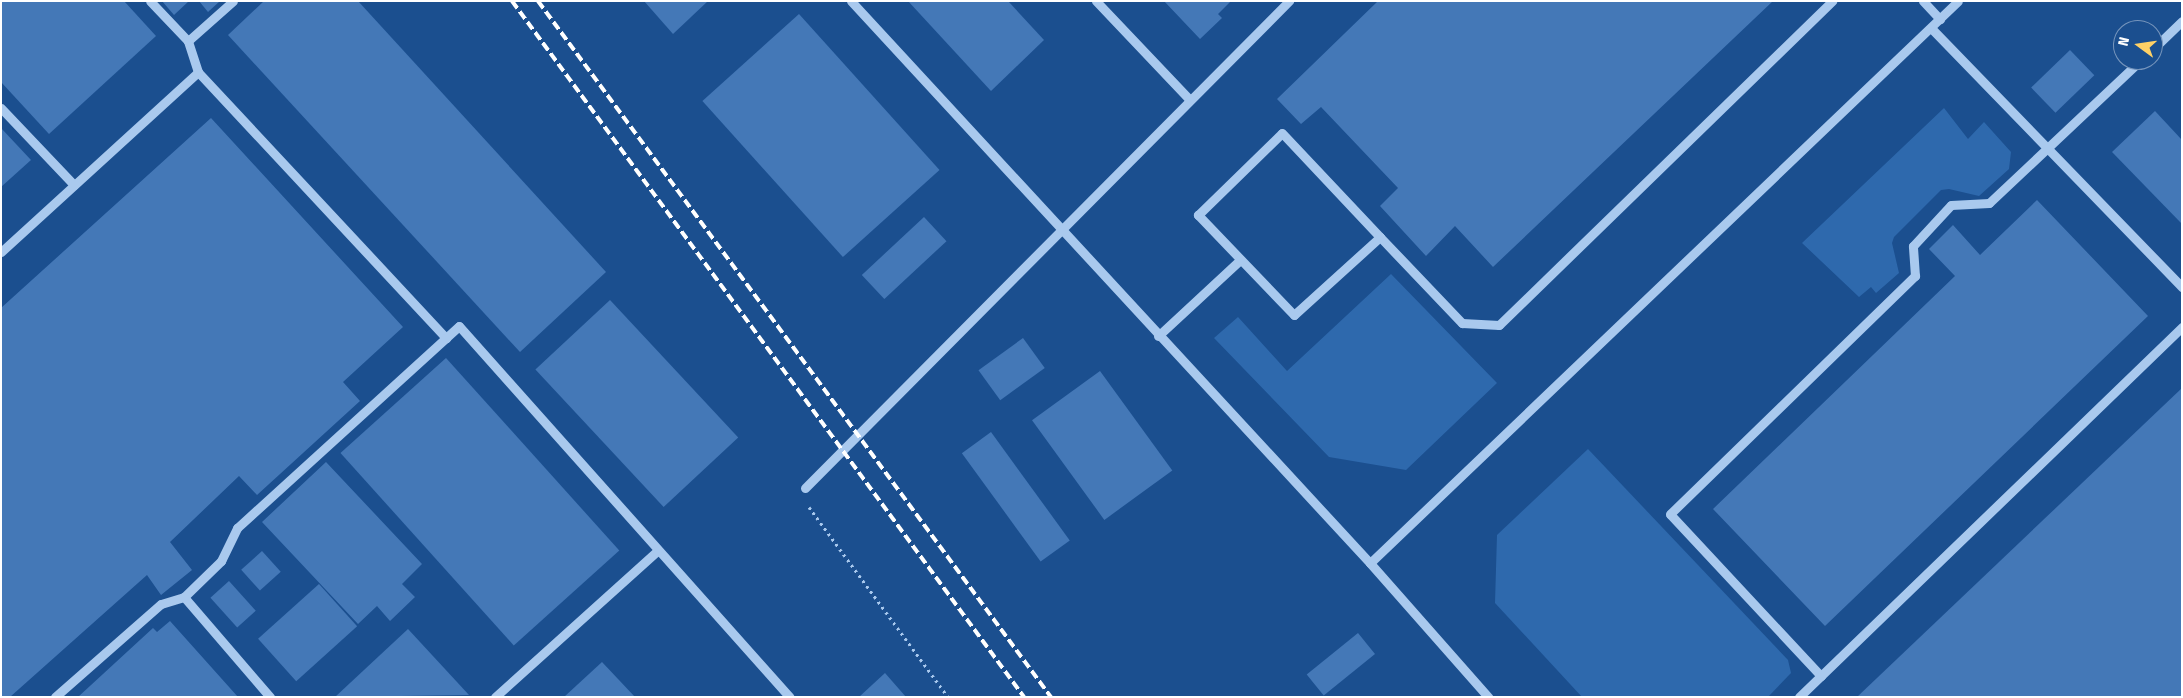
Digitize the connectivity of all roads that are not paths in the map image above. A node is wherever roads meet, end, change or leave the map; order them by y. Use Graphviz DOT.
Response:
graph roads {
  1 [pos="150,1"];
  2 [pos="233,1"];
  3 [pos="852,1"];
  4 [pos="1096,1"];
  5 [pos="1289,1"];
  6 [pos="1832,1"];
  7 [pos="1923,1"];
  8 [pos="1958,1"];
  9 [pos="1940,19"];
  10 [pos="2182,21"];
  11 [pos="1930,28"];
  12 [pos="2163,39"];
  13 [pos="188,41"];
  14 [pos="2130,70"];
  15 [pos="198,72"];
  16 [pos="1189,99"];
  17 [pos="1,108"];
  18 [pos="2047,149"];
  19 [pos="74,186"];
  20 [pos="1062,232"];
  21 [pos="1380,237"];
  22 [pos="1,252"];
  23 [pos="1240,260"];
  24 [pos="2182,287"];
  25 [pos="2182,327"];
  26 [pos="1158,336"];
  27 [pos="446,338"];
  28 [pos="804,488"];
  29 [pos="657,551"];
  30 [pos="1370,563"];
  31 [pos="184,597"];
  32 [pos="1821,676"];
  33 [pos="55,697"];
  34 [pos="270,697"];
  35 [pos="495,697"];
  36 [pos="788,697"];
  37 [pos="1488,697"];
  38 [pos="1799,697"];
  1 -- 13 [label="street"];
  2 -- 13 [label="street"];
  3 -- 20 [label="street"];
  4 -- 16 [label="street"];
  5 -- 16 [label="street"];
  6 -- 21 [label="street"];
  7 -- 9 [label="street"];
  8 -- 9 [label="street"];
  9 -- 11 [label="street"];
  10 -- 12 [label="street"];
  11 -- 18 [label="street"];
  11 -- 30 [label="street"];
  13 -- 15 [label="street"];
  14 -- 18 [label="street"];
  15 -- 19 [label="street"];
  15 -- 27 [label="street"];
  16 -- 20 [label="street"];
  17 -- 19 [label="street"];
  18 -- 24 [label="street"];
  18 -- 32 [label="street"];
  19 -- 22 [label="street"];
  20 -- 26 [label="street"];
  20 -- 28 [label="street"];
  21 -- 23 [label="street"];
  21 -- 23 [label="street"];
  23 -- 26 [label="street"];
  25 -- 32 [label="street"];
  26 -- 30 [label="street"];
  27 -- 29 [label="street"];
  27 -- 31 [label="street"];
  29 -- 35 [label="street"];
  29 -- 36 [label="street"];
  30 -- 37 [label="street"];
  31 -- 33 [label="street"];
  31 -- 34 [label="street"];
  32 -- 38 [label="street"];
}
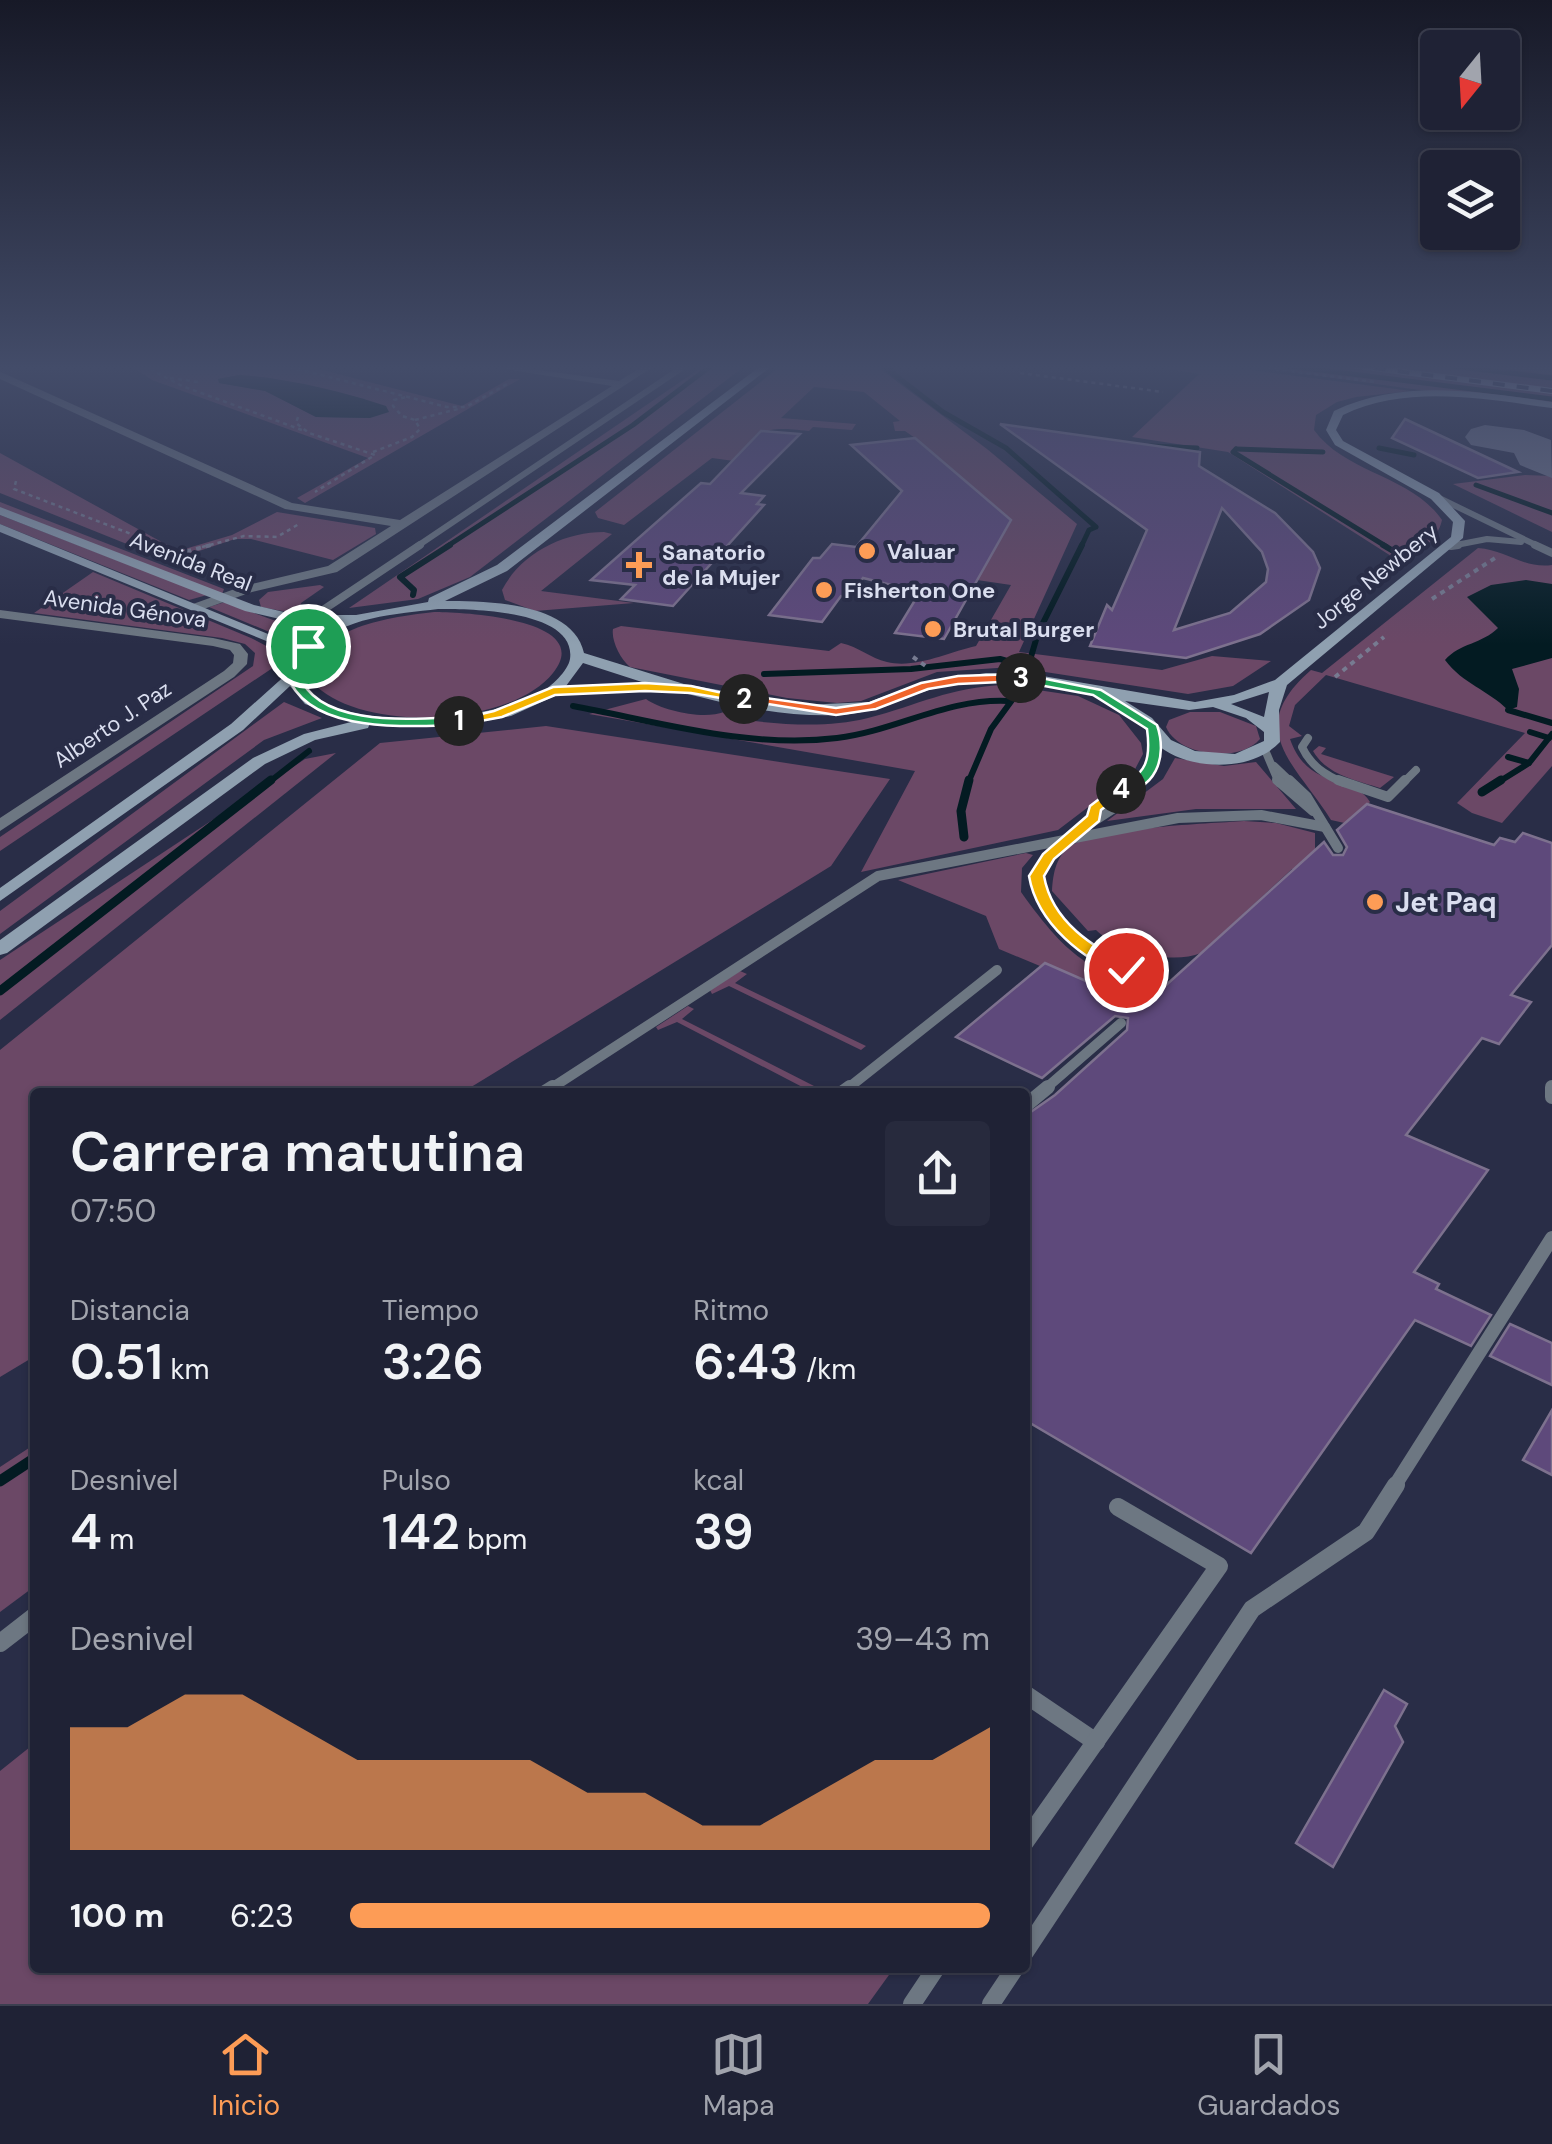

* What is needed: Please restate the entries word for word. Skip the pictures.

* Output of the task:
Digitize the connectivity of all roads that are not paths in the map image above. A node is wherever roads meet, end, change or leave the map; order them by y. Use Graphviz DOT.
Response:
graph roads {
  1 [pos="150,1"];
  2 [pos="233,1"];
  3 [pos="852,1"];
  4 [pos="1096,1"];
  5 [pos="1289,1"];
  6 [pos="1832,1"];
  7 [pos="1923,1"];
  8 [pos="1958,1"];
  9 [pos="1940,19"];
  10 [pos="2182,21"];
  11 [pos="1930,28"];
  12 [pos="2163,39"];
  13 [pos="188,41"];
  14 [pos="2130,70"];
  15 [pos="198,72"];
  16 [pos="1189,99"];
  17 [pos="1,108"];
  18 [pos="2047,149"];
  19 [pos="74,186"];
  20 [pos="1062,232"];
  21 [pos="1380,237"];
  22 [pos="1,252"];
  23 [pos="1240,260"];
  24 [pos="2182,287"];
  25 [pos="2182,327"];
  26 [pos="1158,336"];
  27 [pos="446,338"];
  28 [pos="804,488"];
  29 [pos="657,551"];
  30 [pos="1370,563"];
  31 [pos="184,597"];
  32 [pos="1821,676"];
  33 [pos="55,697"];
  34 [pos="270,697"];
  35 [pos="495,697"];
  36 [pos="788,697"];
  37 [pos="1488,697"];
  38 [pos="1799,697"];
  1 -- 13 [label="street"];
  2 -- 13 [label="street"];
  3 -- 20 [label="street"];
  4 -- 16 [label="street"];
  5 -- 16 [label="street"];
  6 -- 21 [label="street"];
  7 -- 9 [label="street"];
  8 -- 9 [label="street"];
  9 -- 11 [label="street"];
  10 -- 12 [label="street"];
  11 -- 18 [label="street"];
  11 -- 30 [label="street"];
  13 -- 15 [label="street"];
  14 -- 18 [label="street"];
  15 -- 19 [label="street"];
  15 -- 27 [label="street"];
  16 -- 20 [label="street"];
  17 -- 19 [label="street"];
  18 -- 24 [label="street"];
  18 -- 32 [label="street"];
  19 -- 22 [label="street"];
  20 -- 26 [label="street"];
  20 -- 28 [label="street"];
  21 -- 23 [label="street"];
  21 -- 23 [label="street"];
  23 -- 26 [label="street"];
  25 -- 32 [label="street"];
  26 -- 30 [label="street"];
  27 -- 29 [label="street"];
  27 -- 31 [label="street"];
  29 -- 35 [label="street"];
  29 -- 36 [label="street"];
  30 -- 37 [label="street"];
  31 -- 33 [label="street"];
  31 -- 34 [label="street"];
  32 -- 38 [label="street"];
}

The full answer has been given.